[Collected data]
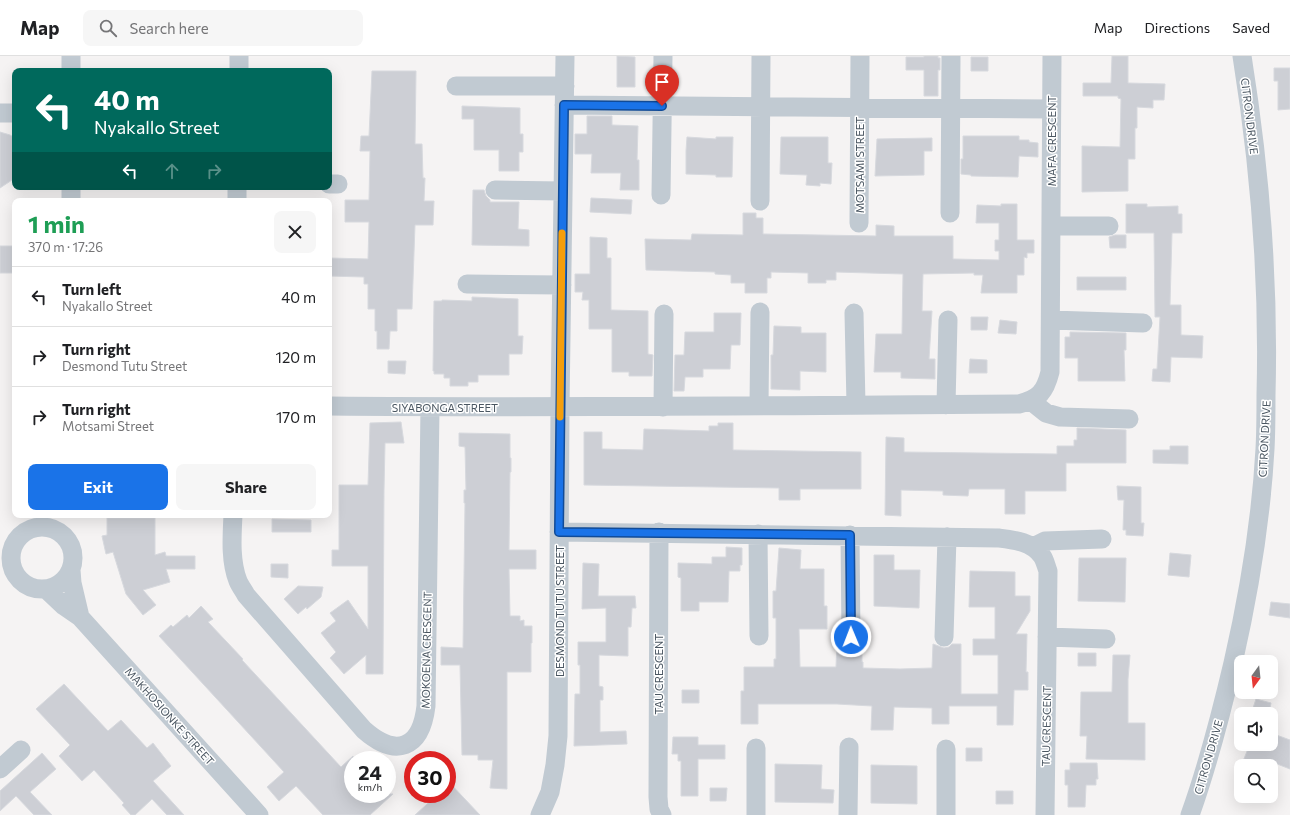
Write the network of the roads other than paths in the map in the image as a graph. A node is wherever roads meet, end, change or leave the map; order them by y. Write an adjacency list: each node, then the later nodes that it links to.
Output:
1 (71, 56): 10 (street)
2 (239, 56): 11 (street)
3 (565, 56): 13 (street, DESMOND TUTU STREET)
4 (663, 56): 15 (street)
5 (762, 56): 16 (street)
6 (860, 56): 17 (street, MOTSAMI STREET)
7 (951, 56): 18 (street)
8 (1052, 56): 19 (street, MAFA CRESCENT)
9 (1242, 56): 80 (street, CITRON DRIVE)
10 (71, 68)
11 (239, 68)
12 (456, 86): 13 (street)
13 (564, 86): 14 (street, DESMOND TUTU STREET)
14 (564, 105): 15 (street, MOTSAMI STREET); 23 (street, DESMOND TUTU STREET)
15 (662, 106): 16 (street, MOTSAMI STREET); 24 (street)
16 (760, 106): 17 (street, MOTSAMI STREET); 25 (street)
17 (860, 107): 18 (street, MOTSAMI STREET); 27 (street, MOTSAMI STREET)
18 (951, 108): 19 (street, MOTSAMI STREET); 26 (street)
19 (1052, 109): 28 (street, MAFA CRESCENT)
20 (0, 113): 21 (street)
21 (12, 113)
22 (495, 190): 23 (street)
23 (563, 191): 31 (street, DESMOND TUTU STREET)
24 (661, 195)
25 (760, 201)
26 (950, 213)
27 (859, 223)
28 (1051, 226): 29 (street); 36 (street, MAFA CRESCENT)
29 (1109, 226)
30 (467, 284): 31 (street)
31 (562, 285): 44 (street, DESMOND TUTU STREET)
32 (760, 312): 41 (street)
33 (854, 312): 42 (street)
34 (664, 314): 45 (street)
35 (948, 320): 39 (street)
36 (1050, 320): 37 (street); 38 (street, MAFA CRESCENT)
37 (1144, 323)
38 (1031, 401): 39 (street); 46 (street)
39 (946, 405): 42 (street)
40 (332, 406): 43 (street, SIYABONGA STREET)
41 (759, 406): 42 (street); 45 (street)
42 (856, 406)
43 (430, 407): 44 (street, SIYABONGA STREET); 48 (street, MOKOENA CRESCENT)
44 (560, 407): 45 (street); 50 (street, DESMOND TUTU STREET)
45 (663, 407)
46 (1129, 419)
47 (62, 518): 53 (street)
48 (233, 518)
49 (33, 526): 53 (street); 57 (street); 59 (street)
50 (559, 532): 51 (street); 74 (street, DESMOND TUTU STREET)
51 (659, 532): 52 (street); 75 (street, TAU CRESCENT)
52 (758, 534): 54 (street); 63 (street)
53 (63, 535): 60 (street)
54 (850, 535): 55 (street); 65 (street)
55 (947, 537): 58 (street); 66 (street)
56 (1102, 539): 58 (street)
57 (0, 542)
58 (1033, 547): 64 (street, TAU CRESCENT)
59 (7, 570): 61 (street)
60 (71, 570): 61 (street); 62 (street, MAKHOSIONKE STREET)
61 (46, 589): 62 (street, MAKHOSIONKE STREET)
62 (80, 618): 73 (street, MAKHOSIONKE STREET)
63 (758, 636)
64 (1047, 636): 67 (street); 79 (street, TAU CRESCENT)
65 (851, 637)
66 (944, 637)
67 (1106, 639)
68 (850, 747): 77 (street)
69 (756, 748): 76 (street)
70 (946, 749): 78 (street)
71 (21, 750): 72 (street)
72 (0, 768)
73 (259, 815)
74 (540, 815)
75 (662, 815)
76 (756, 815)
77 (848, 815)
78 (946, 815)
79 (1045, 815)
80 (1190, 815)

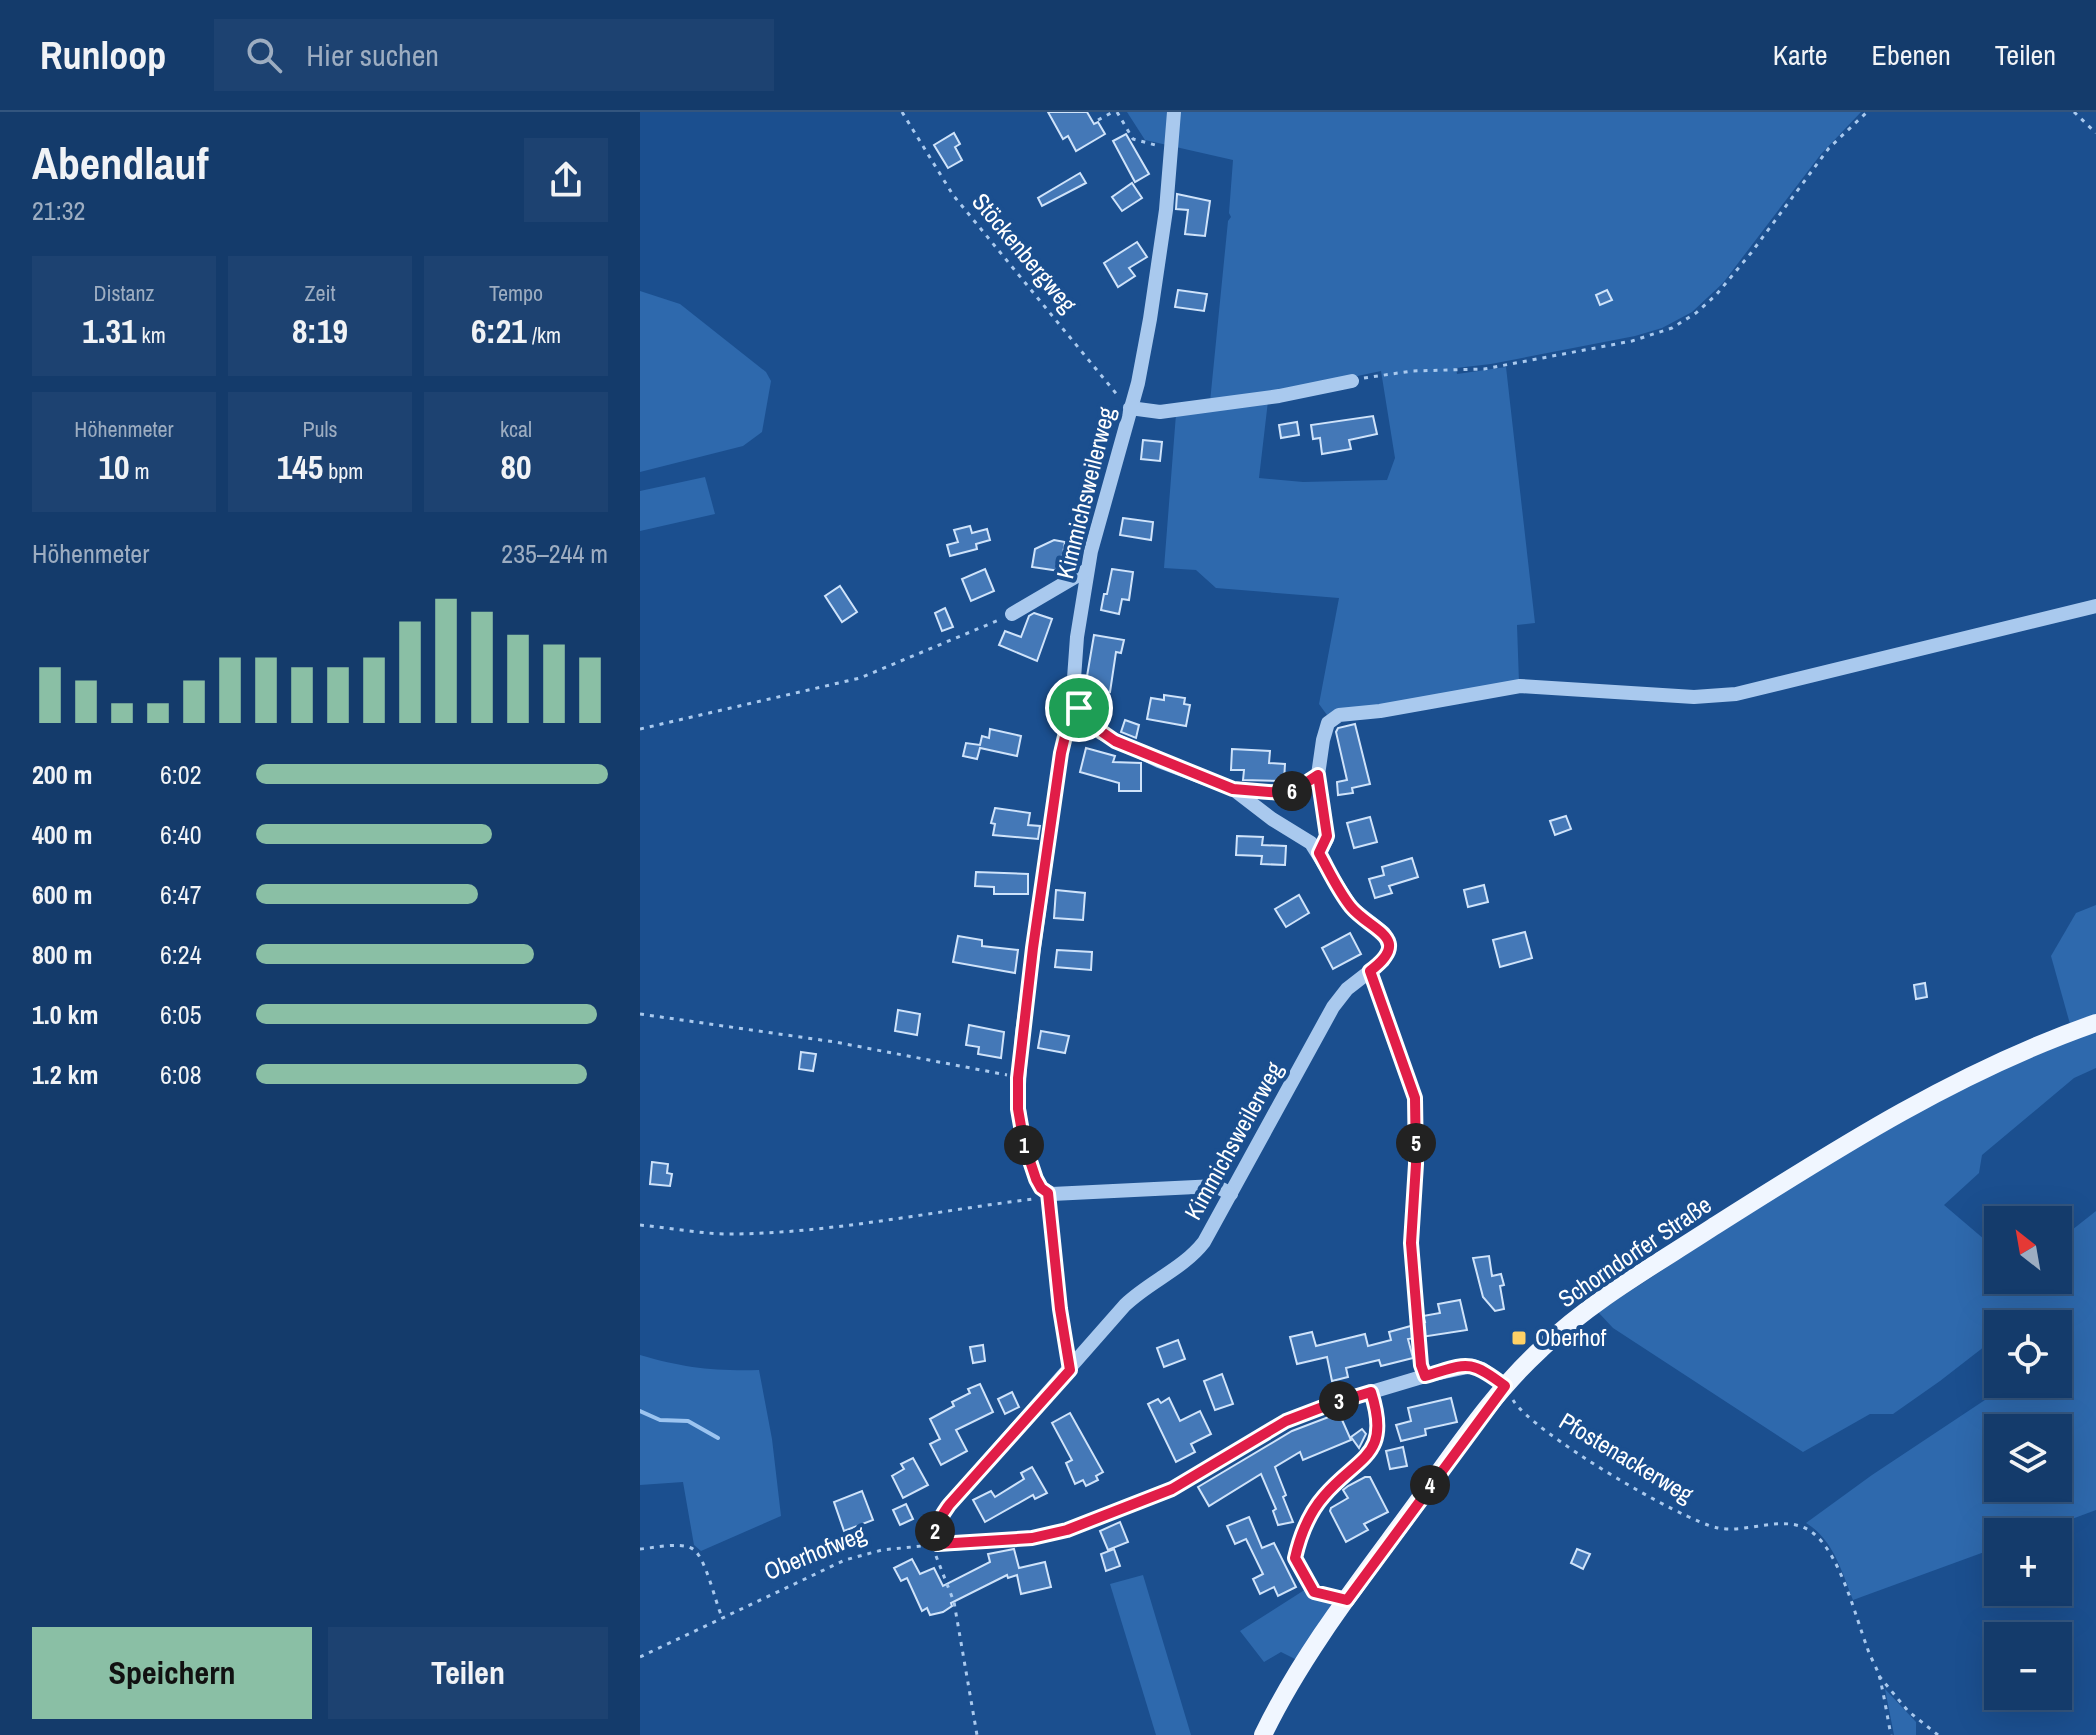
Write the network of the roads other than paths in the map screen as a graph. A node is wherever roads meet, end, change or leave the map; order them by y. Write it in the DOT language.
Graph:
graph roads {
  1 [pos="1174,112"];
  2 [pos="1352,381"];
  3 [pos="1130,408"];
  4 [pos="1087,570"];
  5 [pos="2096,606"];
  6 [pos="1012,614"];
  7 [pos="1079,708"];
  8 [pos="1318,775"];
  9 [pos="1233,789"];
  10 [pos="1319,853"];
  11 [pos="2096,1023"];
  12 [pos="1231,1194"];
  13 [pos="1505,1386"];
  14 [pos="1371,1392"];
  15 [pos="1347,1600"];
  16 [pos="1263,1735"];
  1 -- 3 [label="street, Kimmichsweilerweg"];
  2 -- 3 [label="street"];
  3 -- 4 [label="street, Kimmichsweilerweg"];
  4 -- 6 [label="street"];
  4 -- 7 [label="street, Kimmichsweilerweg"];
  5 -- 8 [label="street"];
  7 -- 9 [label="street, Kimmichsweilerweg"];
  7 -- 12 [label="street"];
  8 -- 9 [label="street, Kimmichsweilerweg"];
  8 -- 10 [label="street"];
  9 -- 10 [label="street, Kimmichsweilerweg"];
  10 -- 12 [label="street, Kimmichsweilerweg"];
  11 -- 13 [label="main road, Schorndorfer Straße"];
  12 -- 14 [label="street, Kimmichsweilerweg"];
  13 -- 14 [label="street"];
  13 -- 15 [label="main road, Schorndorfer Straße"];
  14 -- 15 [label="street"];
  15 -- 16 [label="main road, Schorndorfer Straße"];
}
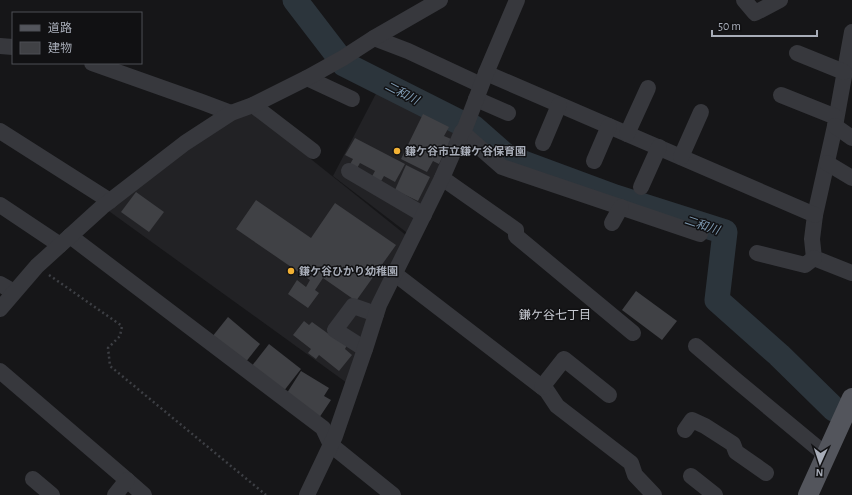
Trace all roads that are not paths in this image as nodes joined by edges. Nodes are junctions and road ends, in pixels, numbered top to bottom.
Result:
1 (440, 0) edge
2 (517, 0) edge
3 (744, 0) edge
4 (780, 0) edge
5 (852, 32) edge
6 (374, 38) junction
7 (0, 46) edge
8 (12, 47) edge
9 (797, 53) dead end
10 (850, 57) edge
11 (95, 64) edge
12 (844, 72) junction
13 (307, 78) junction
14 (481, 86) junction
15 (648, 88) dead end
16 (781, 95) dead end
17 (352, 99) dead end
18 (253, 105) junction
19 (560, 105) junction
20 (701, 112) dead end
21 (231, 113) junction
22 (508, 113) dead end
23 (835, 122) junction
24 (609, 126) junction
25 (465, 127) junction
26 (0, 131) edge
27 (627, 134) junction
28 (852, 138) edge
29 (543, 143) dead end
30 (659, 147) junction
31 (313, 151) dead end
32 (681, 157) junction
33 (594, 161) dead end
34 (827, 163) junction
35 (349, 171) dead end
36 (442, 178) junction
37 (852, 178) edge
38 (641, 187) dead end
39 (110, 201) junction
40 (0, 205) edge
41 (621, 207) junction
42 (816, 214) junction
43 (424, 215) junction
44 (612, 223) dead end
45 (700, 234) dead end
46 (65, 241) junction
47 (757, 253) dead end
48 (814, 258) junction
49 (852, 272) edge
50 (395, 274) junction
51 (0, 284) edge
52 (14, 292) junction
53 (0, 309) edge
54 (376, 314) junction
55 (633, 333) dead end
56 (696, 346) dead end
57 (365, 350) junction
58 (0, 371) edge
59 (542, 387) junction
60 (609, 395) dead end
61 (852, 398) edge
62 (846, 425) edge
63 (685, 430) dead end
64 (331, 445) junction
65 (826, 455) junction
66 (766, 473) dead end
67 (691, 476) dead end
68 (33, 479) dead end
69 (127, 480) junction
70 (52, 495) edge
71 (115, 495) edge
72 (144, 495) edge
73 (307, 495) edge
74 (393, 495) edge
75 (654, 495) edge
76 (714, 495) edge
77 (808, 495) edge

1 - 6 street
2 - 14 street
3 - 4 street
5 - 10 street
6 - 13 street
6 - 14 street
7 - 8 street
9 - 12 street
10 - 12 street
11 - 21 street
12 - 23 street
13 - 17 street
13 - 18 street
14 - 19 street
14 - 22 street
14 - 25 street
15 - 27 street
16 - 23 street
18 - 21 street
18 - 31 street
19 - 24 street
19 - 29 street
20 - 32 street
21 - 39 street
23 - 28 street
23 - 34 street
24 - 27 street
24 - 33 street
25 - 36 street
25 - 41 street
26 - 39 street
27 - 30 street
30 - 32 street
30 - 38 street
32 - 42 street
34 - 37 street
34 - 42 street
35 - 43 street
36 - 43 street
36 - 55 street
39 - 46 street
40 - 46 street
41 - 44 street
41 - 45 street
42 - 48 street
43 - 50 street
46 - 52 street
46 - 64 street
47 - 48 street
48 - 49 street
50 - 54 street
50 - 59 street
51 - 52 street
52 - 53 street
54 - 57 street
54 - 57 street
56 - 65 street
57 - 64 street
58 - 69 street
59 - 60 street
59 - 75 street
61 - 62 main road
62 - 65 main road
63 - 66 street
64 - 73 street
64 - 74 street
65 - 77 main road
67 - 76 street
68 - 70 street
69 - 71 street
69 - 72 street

EXERCISE DETAILS - Where in the records above does the word "SIYABONGA" appear? Copy each line that holds it.

ANSWER FOR THIS EXERCISE -
40 (332, 406): 43 (street, SIYABONGA STREET)
43 (430, 407): 44 (street, SIYABONGA STREET); 48 (street, MOKOENA CRESCENT)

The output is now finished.